Background: The role and pharmacokinetics of interleukin-2 (IL-2) monoclonal antibodies (mAbs) in heart transplantation remain unclear. This 1-year double-blind, randomized, placebo-controlled study evaluated safety, tolerability, and pharmacokinetics of the IL-2 mAb basiliximab with cyclosporine, mycophenolate mofetil, and steroids in adult de novo heart transplant recipients. Methods: Fifty-six patients received either basiliximab (20 mg) or placebo on Days 0 and 4 post-transplantation. Safety assessments included adverse events, serious adverse events, and infections.
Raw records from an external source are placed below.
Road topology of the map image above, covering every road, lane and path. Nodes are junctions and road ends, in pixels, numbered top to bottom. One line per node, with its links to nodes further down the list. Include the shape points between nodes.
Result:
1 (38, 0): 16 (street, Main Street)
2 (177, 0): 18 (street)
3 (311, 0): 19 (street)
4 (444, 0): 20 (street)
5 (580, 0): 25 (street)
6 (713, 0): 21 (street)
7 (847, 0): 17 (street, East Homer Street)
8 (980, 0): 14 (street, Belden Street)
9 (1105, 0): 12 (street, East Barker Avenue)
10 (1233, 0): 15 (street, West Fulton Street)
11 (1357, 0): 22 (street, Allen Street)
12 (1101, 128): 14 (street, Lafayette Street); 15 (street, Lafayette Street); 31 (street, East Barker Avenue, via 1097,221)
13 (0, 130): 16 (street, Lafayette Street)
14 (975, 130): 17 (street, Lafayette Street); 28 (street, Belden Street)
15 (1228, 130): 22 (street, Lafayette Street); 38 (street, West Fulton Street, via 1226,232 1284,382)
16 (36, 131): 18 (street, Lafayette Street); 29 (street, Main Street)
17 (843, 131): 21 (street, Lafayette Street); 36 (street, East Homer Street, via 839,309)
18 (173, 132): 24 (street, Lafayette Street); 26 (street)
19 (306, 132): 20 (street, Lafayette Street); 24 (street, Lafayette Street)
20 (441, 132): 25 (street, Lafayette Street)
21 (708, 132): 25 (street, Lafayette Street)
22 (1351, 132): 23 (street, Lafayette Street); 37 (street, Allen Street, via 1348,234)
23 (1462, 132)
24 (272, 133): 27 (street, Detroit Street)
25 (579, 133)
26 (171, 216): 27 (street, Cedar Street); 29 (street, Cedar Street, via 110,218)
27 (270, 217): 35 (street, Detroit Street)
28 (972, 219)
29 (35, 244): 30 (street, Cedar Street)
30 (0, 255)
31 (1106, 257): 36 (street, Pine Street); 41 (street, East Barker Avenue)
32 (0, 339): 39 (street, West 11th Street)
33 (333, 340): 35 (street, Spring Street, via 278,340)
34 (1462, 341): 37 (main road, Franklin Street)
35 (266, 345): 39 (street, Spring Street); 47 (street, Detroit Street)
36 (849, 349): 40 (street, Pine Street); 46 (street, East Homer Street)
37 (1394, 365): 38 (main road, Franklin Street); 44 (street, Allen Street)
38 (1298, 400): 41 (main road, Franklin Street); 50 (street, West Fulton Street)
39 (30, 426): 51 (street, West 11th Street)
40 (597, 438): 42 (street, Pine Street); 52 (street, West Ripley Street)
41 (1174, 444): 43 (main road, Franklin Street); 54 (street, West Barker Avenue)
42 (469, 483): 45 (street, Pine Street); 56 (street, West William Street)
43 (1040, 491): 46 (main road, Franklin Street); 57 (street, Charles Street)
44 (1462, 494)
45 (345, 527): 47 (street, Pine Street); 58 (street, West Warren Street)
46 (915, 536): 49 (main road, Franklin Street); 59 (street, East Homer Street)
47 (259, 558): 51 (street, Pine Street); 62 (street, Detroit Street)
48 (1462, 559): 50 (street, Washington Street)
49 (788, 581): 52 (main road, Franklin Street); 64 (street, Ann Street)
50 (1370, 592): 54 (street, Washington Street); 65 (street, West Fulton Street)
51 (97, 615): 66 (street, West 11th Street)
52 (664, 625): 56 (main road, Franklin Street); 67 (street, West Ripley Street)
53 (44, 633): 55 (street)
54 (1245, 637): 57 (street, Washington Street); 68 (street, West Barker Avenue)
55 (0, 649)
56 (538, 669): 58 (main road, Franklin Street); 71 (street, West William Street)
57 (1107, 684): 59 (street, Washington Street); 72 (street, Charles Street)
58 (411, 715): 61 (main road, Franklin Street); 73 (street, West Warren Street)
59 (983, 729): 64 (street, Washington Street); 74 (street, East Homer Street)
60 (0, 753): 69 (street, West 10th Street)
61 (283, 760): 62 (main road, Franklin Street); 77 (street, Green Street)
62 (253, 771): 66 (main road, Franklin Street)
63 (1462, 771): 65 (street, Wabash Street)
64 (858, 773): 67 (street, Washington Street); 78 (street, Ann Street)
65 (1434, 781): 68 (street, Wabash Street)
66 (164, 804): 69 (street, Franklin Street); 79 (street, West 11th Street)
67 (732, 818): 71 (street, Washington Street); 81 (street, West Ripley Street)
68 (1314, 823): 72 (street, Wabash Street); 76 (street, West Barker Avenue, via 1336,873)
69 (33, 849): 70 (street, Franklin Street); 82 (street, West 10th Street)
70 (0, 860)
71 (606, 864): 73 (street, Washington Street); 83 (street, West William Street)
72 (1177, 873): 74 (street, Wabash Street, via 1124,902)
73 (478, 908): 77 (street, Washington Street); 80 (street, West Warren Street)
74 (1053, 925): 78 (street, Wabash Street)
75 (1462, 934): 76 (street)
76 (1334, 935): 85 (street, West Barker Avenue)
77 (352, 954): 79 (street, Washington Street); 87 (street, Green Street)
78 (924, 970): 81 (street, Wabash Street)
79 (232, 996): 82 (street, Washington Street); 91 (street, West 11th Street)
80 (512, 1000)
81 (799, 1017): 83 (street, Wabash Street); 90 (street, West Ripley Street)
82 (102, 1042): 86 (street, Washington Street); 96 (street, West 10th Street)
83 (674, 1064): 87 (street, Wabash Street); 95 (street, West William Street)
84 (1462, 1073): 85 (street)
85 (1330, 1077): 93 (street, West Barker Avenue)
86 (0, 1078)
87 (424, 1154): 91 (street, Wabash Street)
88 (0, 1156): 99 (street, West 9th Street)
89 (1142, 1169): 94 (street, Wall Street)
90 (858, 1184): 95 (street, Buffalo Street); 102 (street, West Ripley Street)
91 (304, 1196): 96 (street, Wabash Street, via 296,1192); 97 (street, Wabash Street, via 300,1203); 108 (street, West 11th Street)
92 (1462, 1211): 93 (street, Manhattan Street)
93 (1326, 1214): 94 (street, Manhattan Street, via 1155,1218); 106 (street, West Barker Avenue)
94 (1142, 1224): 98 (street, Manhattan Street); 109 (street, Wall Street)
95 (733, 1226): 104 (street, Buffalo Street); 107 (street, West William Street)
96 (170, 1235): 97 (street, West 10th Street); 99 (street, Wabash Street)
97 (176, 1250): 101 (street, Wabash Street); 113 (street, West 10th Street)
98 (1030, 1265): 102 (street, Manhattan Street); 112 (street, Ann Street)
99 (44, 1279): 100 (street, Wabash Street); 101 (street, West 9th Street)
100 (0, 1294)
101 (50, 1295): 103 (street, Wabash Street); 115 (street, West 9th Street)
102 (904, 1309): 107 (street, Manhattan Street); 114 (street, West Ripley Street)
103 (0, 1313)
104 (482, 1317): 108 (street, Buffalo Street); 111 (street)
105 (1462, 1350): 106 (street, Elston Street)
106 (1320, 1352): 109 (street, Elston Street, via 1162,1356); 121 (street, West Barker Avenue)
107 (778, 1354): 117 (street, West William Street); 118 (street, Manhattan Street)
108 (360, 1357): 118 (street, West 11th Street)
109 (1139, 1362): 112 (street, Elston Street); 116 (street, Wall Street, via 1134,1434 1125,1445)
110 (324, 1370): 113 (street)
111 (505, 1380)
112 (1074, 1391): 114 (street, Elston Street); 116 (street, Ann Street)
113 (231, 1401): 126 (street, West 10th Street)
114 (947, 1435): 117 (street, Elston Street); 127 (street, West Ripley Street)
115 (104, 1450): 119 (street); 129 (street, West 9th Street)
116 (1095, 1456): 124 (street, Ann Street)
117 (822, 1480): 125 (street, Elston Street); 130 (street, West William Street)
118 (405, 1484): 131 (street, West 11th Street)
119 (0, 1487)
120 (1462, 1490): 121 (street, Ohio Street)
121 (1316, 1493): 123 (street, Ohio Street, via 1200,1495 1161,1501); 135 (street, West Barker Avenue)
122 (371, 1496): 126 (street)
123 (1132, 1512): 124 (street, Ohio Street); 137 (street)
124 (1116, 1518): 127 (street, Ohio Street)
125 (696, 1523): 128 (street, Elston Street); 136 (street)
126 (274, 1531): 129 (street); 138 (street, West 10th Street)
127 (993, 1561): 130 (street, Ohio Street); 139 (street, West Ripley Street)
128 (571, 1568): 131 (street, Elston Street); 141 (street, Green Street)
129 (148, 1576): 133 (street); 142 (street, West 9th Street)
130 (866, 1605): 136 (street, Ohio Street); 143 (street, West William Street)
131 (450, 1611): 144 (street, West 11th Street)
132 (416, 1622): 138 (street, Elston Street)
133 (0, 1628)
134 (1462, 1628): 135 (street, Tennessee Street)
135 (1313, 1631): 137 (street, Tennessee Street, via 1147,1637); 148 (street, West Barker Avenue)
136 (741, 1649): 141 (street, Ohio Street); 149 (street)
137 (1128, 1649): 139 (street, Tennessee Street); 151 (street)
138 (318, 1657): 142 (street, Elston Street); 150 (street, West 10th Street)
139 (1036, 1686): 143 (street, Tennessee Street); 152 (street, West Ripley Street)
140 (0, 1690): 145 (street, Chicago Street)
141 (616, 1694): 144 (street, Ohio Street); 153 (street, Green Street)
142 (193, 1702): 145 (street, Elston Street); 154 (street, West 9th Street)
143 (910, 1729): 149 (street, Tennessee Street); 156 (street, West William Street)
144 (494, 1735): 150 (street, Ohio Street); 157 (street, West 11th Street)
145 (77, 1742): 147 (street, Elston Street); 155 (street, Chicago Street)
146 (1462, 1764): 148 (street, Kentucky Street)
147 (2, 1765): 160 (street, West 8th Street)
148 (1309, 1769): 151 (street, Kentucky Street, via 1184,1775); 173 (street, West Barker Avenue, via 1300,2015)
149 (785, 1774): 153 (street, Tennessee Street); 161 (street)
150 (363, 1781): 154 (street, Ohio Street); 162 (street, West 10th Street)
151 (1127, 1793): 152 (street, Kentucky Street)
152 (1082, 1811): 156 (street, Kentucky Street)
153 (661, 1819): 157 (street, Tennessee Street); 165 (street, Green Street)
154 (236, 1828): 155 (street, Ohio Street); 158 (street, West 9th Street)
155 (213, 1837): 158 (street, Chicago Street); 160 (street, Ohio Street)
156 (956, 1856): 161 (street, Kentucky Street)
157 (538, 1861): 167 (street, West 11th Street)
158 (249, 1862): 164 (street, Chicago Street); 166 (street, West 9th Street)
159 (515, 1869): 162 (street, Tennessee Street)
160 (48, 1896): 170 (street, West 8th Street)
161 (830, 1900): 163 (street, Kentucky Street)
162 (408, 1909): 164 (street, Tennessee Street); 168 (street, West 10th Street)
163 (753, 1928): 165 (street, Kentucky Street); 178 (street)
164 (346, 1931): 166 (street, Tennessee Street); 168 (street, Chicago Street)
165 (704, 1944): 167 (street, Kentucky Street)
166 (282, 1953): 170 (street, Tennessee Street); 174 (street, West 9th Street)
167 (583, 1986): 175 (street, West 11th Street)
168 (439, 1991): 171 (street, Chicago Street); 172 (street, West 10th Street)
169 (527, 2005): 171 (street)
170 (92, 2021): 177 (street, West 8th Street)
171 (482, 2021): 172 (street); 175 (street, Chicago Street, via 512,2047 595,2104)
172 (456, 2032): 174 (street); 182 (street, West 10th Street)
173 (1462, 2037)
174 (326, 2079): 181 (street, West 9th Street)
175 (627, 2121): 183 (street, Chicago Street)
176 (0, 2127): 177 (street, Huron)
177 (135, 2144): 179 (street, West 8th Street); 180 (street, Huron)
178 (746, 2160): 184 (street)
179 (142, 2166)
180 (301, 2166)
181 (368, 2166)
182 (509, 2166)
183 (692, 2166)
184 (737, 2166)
The time to and severity of biopsy-proven acute rejection (BPAR) were also assessed. Results: Basiliximab was generally well tolerated. There were no significant differences between treatment groups with respect to adverse event profiles, serious adverse events (84.0% vs 61.3%), or infections (84% vs 74.2%). The mean number of days to first BPAR was longer with basiliximab (73.7 ± 59.68) than placebo (40.6 ± 53.30) at 6 months, but not statistically significant (trend). The duration that basiliximab concentrations exceeded the CD25 saturation threshold averaged 38 ± 13 days. Patients with rejection did not clear basiliximab faster or have shorter durations of saturation than rejection-free patients. None of the patients screened had detectable anti-idiotype antibodies. Conclusions: These pilot results describe the pharmacokinetics of basiliximab and show that basiliximab appears to be tolerated with a similar safety profile to placebo in adult de novo heart transplant recipients. Larger scale clinical trials are feasible and warranted.